■ WHAT YOU ARE ASKED TO DO ■
Copy every record that appears below, exactly as it stands.

-- -- --

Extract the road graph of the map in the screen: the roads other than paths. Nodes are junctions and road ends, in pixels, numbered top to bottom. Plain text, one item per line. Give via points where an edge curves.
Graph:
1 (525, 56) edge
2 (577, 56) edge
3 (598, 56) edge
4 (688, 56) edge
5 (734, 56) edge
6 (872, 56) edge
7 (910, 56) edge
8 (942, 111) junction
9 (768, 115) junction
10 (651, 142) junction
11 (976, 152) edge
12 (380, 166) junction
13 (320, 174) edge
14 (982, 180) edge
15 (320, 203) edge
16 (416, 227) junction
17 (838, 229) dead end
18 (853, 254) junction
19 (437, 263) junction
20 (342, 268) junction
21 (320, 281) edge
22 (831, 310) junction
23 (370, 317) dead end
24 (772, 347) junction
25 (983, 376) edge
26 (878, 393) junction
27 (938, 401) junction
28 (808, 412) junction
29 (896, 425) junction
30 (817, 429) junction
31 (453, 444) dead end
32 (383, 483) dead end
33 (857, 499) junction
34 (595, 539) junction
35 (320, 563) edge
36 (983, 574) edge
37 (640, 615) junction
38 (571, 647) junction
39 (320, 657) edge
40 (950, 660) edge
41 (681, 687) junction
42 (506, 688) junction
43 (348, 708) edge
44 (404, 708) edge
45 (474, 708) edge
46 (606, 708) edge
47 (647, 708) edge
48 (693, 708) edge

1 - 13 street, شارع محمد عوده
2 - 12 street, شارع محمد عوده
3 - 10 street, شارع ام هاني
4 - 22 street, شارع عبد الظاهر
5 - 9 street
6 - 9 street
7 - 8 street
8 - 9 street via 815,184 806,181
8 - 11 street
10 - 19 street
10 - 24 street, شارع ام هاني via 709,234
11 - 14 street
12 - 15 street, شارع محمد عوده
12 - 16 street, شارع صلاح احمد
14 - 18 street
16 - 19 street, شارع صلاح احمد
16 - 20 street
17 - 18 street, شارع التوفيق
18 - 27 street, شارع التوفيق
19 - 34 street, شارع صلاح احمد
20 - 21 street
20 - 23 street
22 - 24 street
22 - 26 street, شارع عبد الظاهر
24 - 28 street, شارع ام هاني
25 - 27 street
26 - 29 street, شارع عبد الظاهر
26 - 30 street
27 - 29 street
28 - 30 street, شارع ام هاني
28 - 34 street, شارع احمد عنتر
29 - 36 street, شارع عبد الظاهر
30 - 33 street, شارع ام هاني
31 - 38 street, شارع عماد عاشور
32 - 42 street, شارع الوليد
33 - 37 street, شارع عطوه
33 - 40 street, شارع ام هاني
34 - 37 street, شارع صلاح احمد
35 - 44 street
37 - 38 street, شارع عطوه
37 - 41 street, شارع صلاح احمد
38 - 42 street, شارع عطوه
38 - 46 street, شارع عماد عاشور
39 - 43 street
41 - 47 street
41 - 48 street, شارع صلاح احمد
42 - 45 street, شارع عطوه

-- -- --

■ YOUR SOLUTION ■
Extract the road graph of the map in the screen: the roads other than paths. Nodes are junctions and road ends, in pixels, numbered top to bottom. Plain text, one item per line. Give via points where an edge curves.
Graph:
1 (525, 56) edge
2 (577, 56) edge
3 (598, 56) edge
4 (688, 56) edge
5 (734, 56) edge
6 (872, 56) edge
7 (910, 56) edge
8 (942, 111) junction
9 (768, 115) junction
10 (651, 142) junction
11 (976, 152) edge
12 (380, 166) junction
13 (320, 174) edge
14 (982, 180) edge
15 (320, 203) edge
16 (416, 227) junction
17 (838, 229) dead end
18 (853, 254) junction
19 (437, 263) junction
20 (342, 268) junction
21 (320, 281) edge
22 (831, 310) junction
23 (370, 317) dead end
24 (772, 347) junction
25 (983, 376) edge
26 (878, 393) junction
27 (938, 401) junction
28 (808, 412) junction
29 (896, 425) junction
30 (817, 429) junction
31 (453, 444) dead end
32 (383, 483) dead end
33 (857, 499) junction
34 (595, 539) junction
35 (320, 563) edge
36 (983, 574) edge
37 (640, 615) junction
38 (571, 647) junction
39 (320, 657) edge
40 (950, 660) edge
41 (681, 687) junction
42 (506, 688) junction
43 (348, 708) edge
44 (404, 708) edge
45 (474, 708) edge
46 (606, 708) edge
47 (647, 708) edge
48 (693, 708) edge

1 - 13 street, شارع محمد عوده
2 - 12 street, شارع محمد عوده
3 - 10 street, شارع ام هاني
4 - 22 street, شارع عبد الظاهر
5 - 9 street
6 - 9 street
7 - 8 street
8 - 9 street via 815,184 806,181
8 - 11 street
10 - 19 street
10 - 24 street, شارع ام هاني via 709,234
11 - 14 street
12 - 15 street, شارع محمد عوده
12 - 16 street, شارع صلاح احمد
14 - 18 street
16 - 19 street, شارع صلاح احمد
16 - 20 street
17 - 18 street, شارع التوفيق
18 - 27 street, شارع التوفيق
19 - 34 street, شارع صلاح احمد
20 - 21 street
20 - 23 street
22 - 24 street
22 - 26 street, شارع عبد الظاهر
24 - 28 street, شارع ام هاني
25 - 27 street
26 - 29 street, شارع عبد الظاهر
26 - 30 street
27 - 29 street
28 - 30 street, شارع ام هاني
28 - 34 street, شارع احمد عنتر
29 - 36 street, شارع عبد الظاهر
30 - 33 street, شارع ام هاني
31 - 38 street, شارع عماد عاشور
32 - 42 street, شارع الوليد
33 - 37 street, شارع عطوه
33 - 40 street, شارع ام هاني
34 - 37 street, شارع صلاح احمد
35 - 44 street
37 - 38 street, شارع عطوه
37 - 41 street, شارع صلاح احمد
38 - 42 street, شارع عطوه
38 - 46 street, شارع عماد عاشور
39 - 43 street
41 - 47 street
41 - 48 street, شارع صلاح احمد
42 - 45 street, شارع عطوه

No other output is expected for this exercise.